■ Provided material:
================================

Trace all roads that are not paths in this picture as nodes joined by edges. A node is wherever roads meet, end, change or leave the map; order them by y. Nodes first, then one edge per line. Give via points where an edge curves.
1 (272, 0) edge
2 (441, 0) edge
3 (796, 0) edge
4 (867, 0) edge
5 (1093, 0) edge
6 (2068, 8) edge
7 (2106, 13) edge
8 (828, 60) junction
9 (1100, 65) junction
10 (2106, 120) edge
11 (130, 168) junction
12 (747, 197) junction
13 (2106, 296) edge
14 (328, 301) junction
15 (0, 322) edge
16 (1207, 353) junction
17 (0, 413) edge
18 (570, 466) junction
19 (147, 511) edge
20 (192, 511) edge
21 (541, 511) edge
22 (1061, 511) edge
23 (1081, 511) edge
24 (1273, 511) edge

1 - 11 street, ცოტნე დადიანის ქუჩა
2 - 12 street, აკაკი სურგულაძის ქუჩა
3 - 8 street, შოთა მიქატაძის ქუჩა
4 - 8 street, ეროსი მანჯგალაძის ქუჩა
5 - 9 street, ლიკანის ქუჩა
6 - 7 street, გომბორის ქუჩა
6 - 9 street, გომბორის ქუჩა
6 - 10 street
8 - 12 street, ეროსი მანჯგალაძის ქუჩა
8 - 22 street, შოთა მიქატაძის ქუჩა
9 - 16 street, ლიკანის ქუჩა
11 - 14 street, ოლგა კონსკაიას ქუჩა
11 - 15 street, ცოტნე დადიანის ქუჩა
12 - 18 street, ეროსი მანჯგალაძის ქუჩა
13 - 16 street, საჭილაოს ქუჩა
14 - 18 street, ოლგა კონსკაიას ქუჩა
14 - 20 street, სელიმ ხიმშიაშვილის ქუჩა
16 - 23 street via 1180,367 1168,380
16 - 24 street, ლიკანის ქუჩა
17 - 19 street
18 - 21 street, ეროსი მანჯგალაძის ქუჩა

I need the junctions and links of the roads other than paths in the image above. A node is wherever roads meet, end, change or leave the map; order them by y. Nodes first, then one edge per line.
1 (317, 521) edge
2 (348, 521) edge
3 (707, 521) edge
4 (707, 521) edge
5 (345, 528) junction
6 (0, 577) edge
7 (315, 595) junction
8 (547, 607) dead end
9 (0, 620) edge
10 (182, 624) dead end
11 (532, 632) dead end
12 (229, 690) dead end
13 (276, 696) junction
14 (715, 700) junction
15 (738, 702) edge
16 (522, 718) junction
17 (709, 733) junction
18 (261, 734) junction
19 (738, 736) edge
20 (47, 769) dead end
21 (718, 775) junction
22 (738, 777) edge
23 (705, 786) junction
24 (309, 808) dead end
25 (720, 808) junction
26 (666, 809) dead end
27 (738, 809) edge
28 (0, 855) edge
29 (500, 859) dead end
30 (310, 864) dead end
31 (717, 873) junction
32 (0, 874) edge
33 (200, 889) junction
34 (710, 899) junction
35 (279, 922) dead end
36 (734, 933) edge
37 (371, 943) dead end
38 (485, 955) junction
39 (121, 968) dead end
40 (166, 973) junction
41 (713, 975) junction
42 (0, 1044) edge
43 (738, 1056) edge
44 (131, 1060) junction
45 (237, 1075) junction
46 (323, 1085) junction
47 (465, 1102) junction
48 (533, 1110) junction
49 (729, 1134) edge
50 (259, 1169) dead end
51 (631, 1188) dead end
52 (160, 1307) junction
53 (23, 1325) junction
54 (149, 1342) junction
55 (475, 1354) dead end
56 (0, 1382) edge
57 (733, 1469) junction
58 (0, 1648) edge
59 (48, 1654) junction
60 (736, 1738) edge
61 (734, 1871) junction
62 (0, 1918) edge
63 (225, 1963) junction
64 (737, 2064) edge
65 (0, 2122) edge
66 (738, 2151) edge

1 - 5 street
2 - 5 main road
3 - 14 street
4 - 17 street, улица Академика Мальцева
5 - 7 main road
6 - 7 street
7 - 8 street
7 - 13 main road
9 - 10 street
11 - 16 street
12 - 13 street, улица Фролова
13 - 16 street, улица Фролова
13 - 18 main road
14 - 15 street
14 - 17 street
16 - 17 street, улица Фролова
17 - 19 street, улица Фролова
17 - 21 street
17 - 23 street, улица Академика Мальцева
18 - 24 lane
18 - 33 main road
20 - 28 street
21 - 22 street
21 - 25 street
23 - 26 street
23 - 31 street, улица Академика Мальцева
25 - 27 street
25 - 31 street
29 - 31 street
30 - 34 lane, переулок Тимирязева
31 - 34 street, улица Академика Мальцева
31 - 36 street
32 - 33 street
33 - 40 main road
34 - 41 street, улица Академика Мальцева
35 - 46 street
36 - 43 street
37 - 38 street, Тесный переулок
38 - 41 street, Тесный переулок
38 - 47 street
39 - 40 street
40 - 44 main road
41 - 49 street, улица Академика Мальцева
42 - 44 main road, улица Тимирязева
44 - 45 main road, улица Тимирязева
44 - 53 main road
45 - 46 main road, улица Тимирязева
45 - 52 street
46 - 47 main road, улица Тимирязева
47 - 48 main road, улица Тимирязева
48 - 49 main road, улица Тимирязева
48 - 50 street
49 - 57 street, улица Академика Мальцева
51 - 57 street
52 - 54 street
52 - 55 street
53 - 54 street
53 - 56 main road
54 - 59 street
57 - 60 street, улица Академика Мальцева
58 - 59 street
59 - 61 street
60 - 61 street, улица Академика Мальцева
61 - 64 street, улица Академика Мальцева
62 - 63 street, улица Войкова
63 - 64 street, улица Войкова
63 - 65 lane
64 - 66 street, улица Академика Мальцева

================================

■ Requirement:
All of the material is to be given again exactly.

■ Your response:
Trace all roads that are not paths in this picture as nodes joined by edges. A node is wherever roads meet, end, change or leave the map; order them by y. Nodes first, then one edge per line. Give via points where an edge curves.
1 (272, 0) edge
2 (441, 0) edge
3 (796, 0) edge
4 (867, 0) edge
5 (1093, 0) edge
6 (2068, 8) edge
7 (2106, 13) edge
8 (828, 60) junction
9 (1100, 65) junction
10 (2106, 120) edge
11 (130, 168) junction
12 (747, 197) junction
13 (2106, 296) edge
14 (328, 301) junction
15 (0, 322) edge
16 (1207, 353) junction
17 (0, 413) edge
18 (570, 466) junction
19 (147, 511) edge
20 (192, 511) edge
21 (541, 511) edge
22 (1061, 511) edge
23 (1081, 511) edge
24 (1273, 511) edge

1 - 11 street, ცოტნე დადიანის ქუჩა
2 - 12 street, აკაკი სურგულაძის ქუჩა
3 - 8 street, შოთა მიქატაძის ქუჩა
4 - 8 street, ეროსი მანჯგალაძის ქუჩა
5 - 9 street, ლიკანის ქუჩა
6 - 7 street, გომბორის ქუჩა
6 - 9 street, გომბორის ქუჩა
6 - 10 street
8 - 12 street, ეროსი მანჯგალაძის ქუჩა
8 - 22 street, შოთა მიქატაძის ქუჩა
9 - 16 street, ლიკანის ქუჩა
11 - 14 street, ოლგა კონსკაიას ქუჩა
11 - 15 street, ცოტნე დადიანის ქუჩა
12 - 18 street, ეროსი მანჯგალაძის ქუჩა
13 - 16 street, საჭილაოს ქუჩა
14 - 18 street, ოლგა კონსკაიას ქუჩა
14 - 20 street, სელიმ ხიმშიაშვილის ქუჩა
16 - 23 street via 1180,367 1168,380
16 - 24 street, ლიკანის ქუჩა
17 - 19 street
18 - 21 street, ეროსი მანჯგალაძის ქუჩა

I need the junctions and links of the roads other than paths in the image above. A node is wherever roads meet, end, change or leave the map; order them by y. Nodes first, then one edge per line.
1 (317, 521) edge
2 (348, 521) edge
3 (707, 521) edge
4 (707, 521) edge
5 (345, 528) junction
6 (0, 577) edge
7 (315, 595) junction
8 (547, 607) dead end
9 (0, 620) edge
10 (182, 624) dead end
11 (532, 632) dead end
12 (229, 690) dead end
13 (276, 696) junction
14 (715, 700) junction
15 (738, 702) edge
16 (522, 718) junction
17 (709, 733) junction
18 (261, 734) junction
19 (738, 736) edge
20 (47, 769) dead end
21 (718, 775) junction
22 (738, 777) edge
23 (705, 786) junction
24 (309, 808) dead end
25 (720, 808) junction
26 (666, 809) dead end
27 (738, 809) edge
28 (0, 855) edge
29 (500, 859) dead end
30 (310, 864) dead end
31 (717, 873) junction
32 (0, 874) edge
33 (200, 889) junction
34 (710, 899) junction
35 (279, 922) dead end
36 (734, 933) edge
37 (371, 943) dead end
38 (485, 955) junction
39 (121, 968) dead end
40 (166, 973) junction
41 (713, 975) junction
42 (0, 1044) edge
43 (738, 1056) edge
44 (131, 1060) junction
45 (237, 1075) junction
46 (323, 1085) junction
47 (465, 1102) junction
48 (533, 1110) junction
49 (729, 1134) edge
50 (259, 1169) dead end
51 (631, 1188) dead end
52 (160, 1307) junction
53 (23, 1325) junction
54 (149, 1342) junction
55 (475, 1354) dead end
56 (0, 1382) edge
57 (733, 1469) junction
58 (0, 1648) edge
59 (48, 1654) junction
60 (736, 1738) edge
61 (734, 1871) junction
62 (0, 1918) edge
63 (225, 1963) junction
64 (737, 2064) edge
65 (0, 2122) edge
66 (738, 2151) edge

1 - 5 street
2 - 5 main road
3 - 14 street
4 - 17 street, улица Академика Мальцева
5 - 7 main road
6 - 7 street
7 - 8 street
7 - 13 main road
9 - 10 street
11 - 16 street
12 - 13 street, улица Фролова
13 - 16 street, улица Фролова
13 - 18 main road
14 - 15 street
14 - 17 street
16 - 17 street, улица Фролова
17 - 19 street, улица Фролова
17 - 21 street
17 - 23 street, улица Академика Мальцева
18 - 24 lane
18 - 33 main road
20 - 28 street
21 - 22 street
21 - 25 street
23 - 26 street
23 - 31 street, улица Академика Мальцева
25 - 27 street
25 - 31 street
29 - 31 street
30 - 34 lane, переулок Тимирязева
31 - 34 street, улица Академика Мальцева
31 - 36 street
32 - 33 street
33 - 40 main road
34 - 41 street, улица Академика Мальцева
35 - 46 street
36 - 43 street
37 - 38 street, Тесный переулок
38 - 41 street, Тесный переулок
38 - 47 street
39 - 40 street
40 - 44 main road
41 - 49 street, улица Академика Мальцева
42 - 44 main road, улица Тимирязева
44 - 45 main road, улица Тимирязева
44 - 53 main road
45 - 46 main road, улица Тимирязева
45 - 52 street
46 - 47 main road, улица Тимирязева
47 - 48 main road, улица Тимирязева
48 - 49 main road, улица Тимирязева
48 - 50 street
49 - 57 street, улица Академика Мальцева
51 - 57 street
52 - 54 street
52 - 55 street
53 - 54 street
53 - 56 main road
54 - 59 street
57 - 60 street, улица Академика Мальцева
58 - 59 street
59 - 61 street
60 - 61 street, улица Академика Мальцева
61 - 64 street, улица Академика Мальцева
62 - 63 street, улица Войкова
63 - 64 street, улица Войкова
63 - 65 lane
64 - 66 street, улица Академика Мальцева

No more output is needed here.